Читаем Тревожный месяц вересень полностью

Левая, увечная рука Семеренкова была откинута в сторону. Всю жизнь она искала точку опоры. Я помнил, хорошо помнил, как эти три длинных тонких пальца выращивали кувшин. Это было чудо удивительное, непостижимое, как рождение живого существа.

Сейчас пальцы судорожно сжимали мокрую червинку, как будто силясь вдохнуть жизнь и в этот маленький бесформенный комок. Если таких людей убивать, то глина так навсегда и останется глиной. Грязью, сырым ошметком. Не людей они убивают, а саму жизнь. Они загнали себя в волчью нору, сама жизнь против них, и они убивают ее.

— Глумский, — сказал я. — Мы должны найти Горелого.

Голос мой срывался, косые струи били в лицо и скатывались на губы соленой влагой. В двухстах метрах от нас шумел мокрый лес, где скрылась шестерка бандитов. Дождь начал смывать с лежавшего перед нами гончара слой красной глины. Червинка высвобождала тело.
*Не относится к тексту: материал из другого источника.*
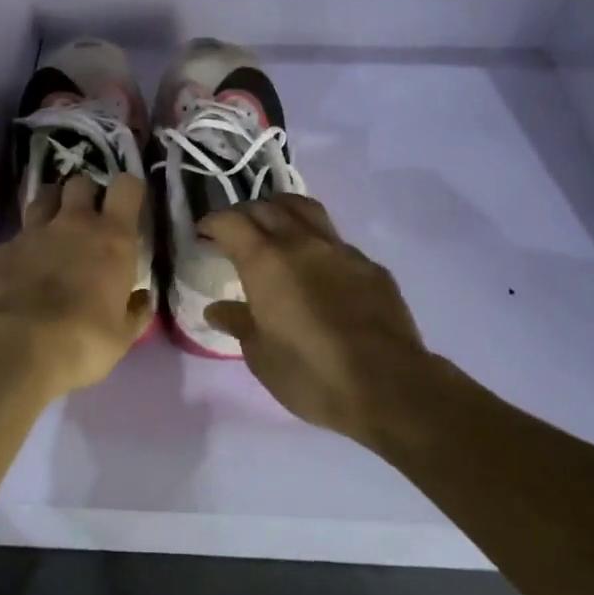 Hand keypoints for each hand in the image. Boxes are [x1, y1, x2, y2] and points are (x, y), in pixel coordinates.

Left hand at [0, 173, 152, 396]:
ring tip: (51, 235)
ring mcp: (30, 233)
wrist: (14, 349)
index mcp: (112, 239)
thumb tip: (141, 297)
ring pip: (42, 198)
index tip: (126, 207)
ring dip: (50, 209)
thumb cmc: (82, 342)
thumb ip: (134, 311)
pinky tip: (16, 276)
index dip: (127, 191)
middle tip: (86, 222)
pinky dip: (18, 252)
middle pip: (80, 182)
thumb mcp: (122, 336)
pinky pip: (12, 240)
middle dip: (84, 195)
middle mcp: (72, 224)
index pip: (126, 187)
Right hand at [199, 196, 432, 440]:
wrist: (389, 387)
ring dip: (283, 211)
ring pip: (306, 210)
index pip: (231, 221)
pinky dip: (316, 242)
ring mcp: (341, 250)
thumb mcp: (260, 356)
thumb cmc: (311, 374)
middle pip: (267, 207)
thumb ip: (238, 323)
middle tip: (235, 232)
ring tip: (275, 228)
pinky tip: (318, 268)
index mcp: (265, 261)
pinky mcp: (371, 266)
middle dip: (245, 213)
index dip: (213, 222)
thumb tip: (217, 309)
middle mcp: (301, 243)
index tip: (204, 233)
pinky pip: (336, 240)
И комок, зажатый в пальцах, расплылся, слился с красной землей, из которой был взят.

Не так давно, сидя на завалинке — в закатном небе плыли розовые, меняющие очертания облака, — я учил этого человека жить. Я кричал. Если бы знать тогда, если бы знать! Я сумел бы спасти его.

— Такого гончара не сыскать, — сказал Глумский. И совсем уж невпопад добавил: — Сына я хотел на его дочери женить.
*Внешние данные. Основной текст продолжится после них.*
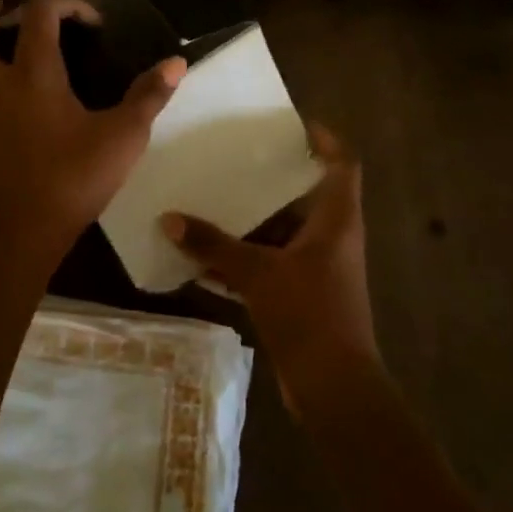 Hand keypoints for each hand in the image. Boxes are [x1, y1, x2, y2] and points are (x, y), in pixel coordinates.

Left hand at [0, 0, 185, 254]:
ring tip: (13, 47)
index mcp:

Он посмотрел на серое низкое небо, на лес.

— А Горелому жить нельзя, — процедил он сквозь стиснутые бульдожьи зубы.

3

Мы несли Семеренкова по глинистой дороге, скользя и оступаясь. Мимо разбитых бронетранспортеров, вдоль склонов карьеров. Дождь сек наши лица.
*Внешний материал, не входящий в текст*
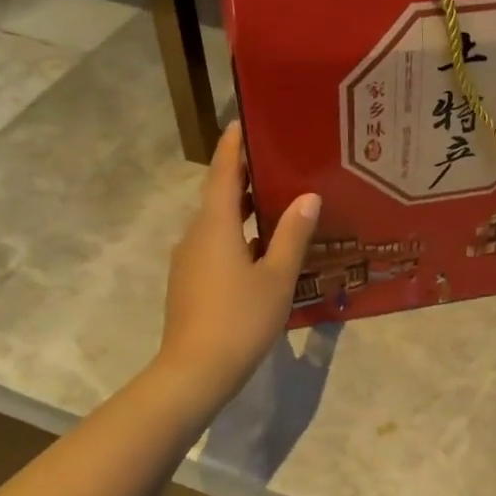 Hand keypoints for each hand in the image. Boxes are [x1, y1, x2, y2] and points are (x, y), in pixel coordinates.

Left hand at [156, 122, 320, 410]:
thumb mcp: (277, 277)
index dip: (231, 147)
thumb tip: (307, 197)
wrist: (195, 372)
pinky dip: (237, 239)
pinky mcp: (189, 284)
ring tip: (277, 206)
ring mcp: (188, 262)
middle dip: (243, 179)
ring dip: (242, 212)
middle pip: (218, 197)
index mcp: (215, 226)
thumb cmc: (240, 319)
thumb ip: (292, 235)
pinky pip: (215, 248)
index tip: (240, 123)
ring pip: (217, 226)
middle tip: (276, 165)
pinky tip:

Горелый. Горелый. Мы узнали теперь, почему он так упорно держался около Глухаров. Дорогой ценой, но мы узнали его тайну. Стала ясна самая важная и самая темная страничка в его биографии — история со сгоревшими бронетранспортерами.

«Горелому, конечно, было известно, какой груз конвоирует он со своим отрядом, — размышлял я. — Быть может, у него было секретное задание от своего бандеровского начальства- постараться прибрать деньги и документы для нужд многочисленной агентуры, которую националисты оставляли в нашем тылу? Кто знает! В ту пору, говорят, эти бандиты начали проводить «самостоятельную» политику. Поняли, что на прежних хозяев — гитлеровцев — полагаться уже нельзя. Но этот самый абвер, наверно, еще полагался на Горелого».

Я посмотрел назад. Две разбитые бронированные машины выделялись на фоне леса ржавыми пятнами. Да, здесь все и разыгралось. Горелый и дружки сумели спасти два мешка. Немцев из экипажа, должно быть, добили. К чему свидетели? Мешки конечно же надо было срочно спрятать. Рядом находилось немало немецких подразделений: абвер проводил эвакуацию своих секретных складов и архивов. К тому же Горелый был ранен, получил ожоги. Силы его были на исходе. А он не настолько доверял дружкам, чтобы вручить им на хранение бумажные мешки с ценностями.


* * *


Мы шли по краю карьеров, медленно приближаясь к гончарне. Сапоги месили рыжую грязь. Этой же дорогой поздней осенью сорок третьего шагали полицаи, поддерживая раненого начальника. Почему Семеренков оказался в тот час на заводике, непонятно. Печи стояли холодные, глухарчане прятались в хатах… Но ведь Семеренков не мог жить без гончарного круга!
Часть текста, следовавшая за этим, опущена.